*** Opening of ENTRIES SUPPLIED ***

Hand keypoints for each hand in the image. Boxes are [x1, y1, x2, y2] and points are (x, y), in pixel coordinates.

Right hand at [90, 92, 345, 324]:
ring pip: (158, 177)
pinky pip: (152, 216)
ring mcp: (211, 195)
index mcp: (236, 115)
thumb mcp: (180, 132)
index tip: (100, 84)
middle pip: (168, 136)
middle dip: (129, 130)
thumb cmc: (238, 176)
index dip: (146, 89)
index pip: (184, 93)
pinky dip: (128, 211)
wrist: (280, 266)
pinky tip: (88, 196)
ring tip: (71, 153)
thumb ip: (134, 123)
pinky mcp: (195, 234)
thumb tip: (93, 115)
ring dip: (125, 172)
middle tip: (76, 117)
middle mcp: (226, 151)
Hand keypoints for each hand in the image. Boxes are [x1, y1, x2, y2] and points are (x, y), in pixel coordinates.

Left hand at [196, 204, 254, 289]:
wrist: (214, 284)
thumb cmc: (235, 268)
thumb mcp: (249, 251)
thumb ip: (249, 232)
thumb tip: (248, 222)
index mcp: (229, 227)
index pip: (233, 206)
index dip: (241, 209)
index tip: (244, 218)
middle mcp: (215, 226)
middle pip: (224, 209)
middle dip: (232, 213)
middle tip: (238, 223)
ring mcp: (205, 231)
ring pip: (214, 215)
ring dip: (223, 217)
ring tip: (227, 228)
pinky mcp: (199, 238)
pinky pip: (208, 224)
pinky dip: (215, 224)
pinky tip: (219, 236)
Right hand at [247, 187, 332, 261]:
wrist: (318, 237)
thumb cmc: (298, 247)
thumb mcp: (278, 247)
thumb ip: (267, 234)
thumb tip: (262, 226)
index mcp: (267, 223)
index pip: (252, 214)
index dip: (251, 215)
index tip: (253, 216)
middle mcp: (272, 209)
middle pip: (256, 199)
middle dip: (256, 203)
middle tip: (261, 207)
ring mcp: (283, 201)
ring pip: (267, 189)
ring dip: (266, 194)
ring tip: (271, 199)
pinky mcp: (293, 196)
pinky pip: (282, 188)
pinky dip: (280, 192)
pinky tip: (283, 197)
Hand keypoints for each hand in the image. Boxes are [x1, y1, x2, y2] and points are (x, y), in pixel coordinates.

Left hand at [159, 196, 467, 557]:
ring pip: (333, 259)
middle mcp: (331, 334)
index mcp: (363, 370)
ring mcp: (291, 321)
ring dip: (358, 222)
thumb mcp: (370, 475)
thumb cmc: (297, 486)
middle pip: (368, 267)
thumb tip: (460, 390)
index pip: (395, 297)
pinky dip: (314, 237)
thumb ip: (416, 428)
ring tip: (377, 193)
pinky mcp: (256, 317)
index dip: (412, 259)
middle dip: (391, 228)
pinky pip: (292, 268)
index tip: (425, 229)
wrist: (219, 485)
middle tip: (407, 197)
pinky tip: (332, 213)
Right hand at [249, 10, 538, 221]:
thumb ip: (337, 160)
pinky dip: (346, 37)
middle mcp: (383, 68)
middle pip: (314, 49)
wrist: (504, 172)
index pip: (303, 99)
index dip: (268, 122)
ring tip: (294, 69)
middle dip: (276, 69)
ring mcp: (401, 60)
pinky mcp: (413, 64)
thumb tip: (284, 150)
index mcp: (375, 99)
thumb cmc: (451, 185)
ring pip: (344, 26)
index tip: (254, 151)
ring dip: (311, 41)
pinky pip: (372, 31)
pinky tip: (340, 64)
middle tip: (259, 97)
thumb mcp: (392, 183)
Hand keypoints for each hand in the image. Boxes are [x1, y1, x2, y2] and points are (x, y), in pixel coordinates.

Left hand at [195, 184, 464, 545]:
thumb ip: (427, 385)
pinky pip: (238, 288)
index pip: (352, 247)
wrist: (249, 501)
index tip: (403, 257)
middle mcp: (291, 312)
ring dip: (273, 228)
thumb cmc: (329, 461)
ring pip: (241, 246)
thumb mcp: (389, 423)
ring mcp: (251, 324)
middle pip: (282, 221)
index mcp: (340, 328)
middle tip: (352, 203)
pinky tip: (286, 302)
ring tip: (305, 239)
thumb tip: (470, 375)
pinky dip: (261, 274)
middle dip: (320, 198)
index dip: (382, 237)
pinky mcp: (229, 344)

*** Close of ENTRIES SUPPLIED ***
*** Opening of ENTRIES SUPPLIED ***

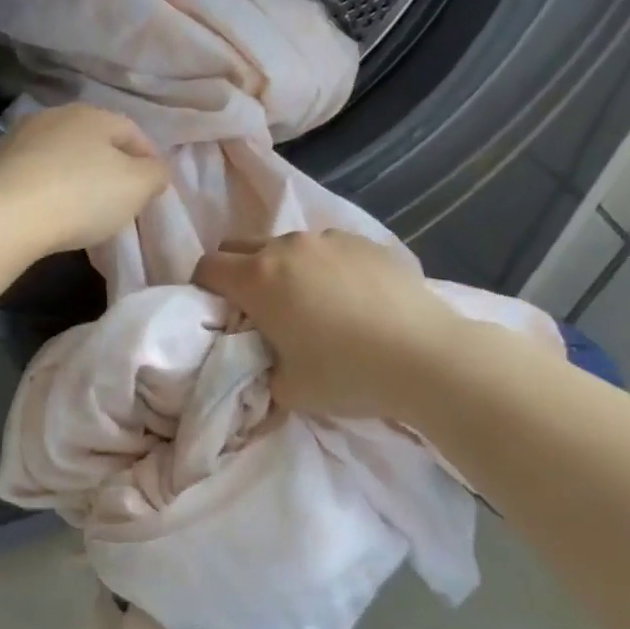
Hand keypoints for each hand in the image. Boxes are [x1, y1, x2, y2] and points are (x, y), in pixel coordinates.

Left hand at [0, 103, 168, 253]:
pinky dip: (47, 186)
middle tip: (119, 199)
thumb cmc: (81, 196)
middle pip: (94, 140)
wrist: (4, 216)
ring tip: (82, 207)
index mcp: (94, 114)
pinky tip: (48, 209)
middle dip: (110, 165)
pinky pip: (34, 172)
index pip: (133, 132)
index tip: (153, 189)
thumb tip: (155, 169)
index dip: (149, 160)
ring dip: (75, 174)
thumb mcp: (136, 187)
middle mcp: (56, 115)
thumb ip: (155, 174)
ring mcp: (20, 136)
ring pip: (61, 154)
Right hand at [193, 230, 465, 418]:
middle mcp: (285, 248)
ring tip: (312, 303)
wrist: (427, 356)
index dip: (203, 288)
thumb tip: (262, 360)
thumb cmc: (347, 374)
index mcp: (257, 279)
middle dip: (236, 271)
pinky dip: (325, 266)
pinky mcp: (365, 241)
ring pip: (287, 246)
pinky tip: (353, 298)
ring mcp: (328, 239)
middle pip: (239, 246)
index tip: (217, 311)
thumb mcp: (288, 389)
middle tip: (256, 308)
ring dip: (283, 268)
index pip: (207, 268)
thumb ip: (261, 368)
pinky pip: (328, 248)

*** Close of ENTRIES SUPPLIED ***
*** Opening of ENTRIES SUPPLIED ***

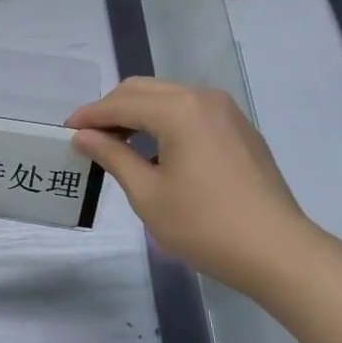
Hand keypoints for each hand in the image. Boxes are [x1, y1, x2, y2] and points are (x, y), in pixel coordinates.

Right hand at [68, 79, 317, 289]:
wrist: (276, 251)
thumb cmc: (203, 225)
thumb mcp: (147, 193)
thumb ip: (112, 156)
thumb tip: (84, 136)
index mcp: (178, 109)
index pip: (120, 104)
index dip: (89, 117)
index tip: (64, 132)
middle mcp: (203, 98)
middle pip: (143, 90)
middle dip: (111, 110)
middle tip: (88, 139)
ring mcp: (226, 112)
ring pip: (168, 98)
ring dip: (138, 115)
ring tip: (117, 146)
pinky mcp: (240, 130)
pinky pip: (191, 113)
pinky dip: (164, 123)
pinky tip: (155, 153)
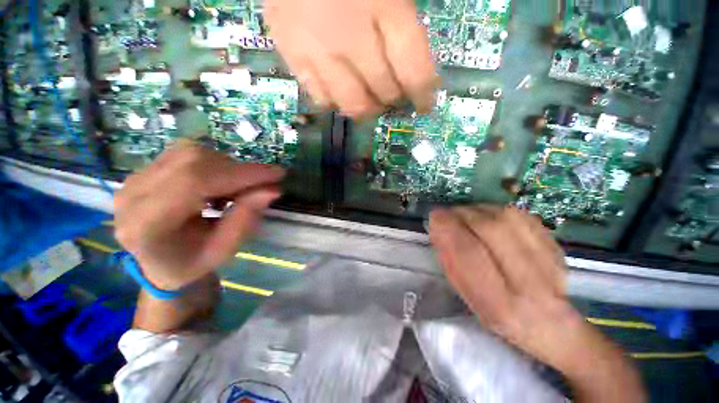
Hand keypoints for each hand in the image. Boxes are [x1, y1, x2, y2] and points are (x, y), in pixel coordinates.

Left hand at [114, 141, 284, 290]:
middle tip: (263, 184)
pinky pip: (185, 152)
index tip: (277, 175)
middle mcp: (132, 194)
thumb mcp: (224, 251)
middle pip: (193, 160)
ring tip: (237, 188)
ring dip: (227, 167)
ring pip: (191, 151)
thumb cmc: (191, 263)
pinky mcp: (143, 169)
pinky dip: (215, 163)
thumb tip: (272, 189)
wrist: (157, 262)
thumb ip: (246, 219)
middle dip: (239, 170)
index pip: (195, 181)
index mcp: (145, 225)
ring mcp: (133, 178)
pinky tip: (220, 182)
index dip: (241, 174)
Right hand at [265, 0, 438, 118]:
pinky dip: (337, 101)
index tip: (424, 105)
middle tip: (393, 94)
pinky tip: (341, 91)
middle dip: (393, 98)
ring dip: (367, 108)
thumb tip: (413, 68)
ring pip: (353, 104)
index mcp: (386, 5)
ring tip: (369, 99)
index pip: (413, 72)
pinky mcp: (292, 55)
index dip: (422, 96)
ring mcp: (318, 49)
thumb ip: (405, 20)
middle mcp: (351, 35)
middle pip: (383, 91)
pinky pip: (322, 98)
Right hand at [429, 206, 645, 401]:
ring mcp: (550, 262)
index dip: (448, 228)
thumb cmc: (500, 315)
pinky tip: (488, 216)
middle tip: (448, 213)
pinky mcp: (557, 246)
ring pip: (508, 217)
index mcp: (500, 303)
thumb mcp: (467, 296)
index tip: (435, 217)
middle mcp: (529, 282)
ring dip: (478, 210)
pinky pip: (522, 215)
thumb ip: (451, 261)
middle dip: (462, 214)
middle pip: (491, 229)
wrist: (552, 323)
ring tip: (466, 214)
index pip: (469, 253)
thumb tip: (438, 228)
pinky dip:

*** Close of ENTRIES SUPPLIED ***

### WORK ORDER
Among the entries above, the lines between the ones containing "thumb tip: (413, 68)" and "ring mcp: (550, 262)", inclusive, are to be transcribed exactly. No other line is to be given.

### ANSWER SECTION
thumb tip: (413, 68)
ring pip: (353, 104)
index mcp: (386, 5)
ring tip: (369, 99)
index pip: (413, 72)
pinky mcp: (292, 55)
index dip: (422, 96)
ring mcp: (318, 49)
thumb ip: (405, 20)
middle mcp: (351, 35)
middle pip: (383, 91)
pinky pip: (322, 98)
Right hand at [429, 206, 645, 401]:
ring mcp: (550, 262)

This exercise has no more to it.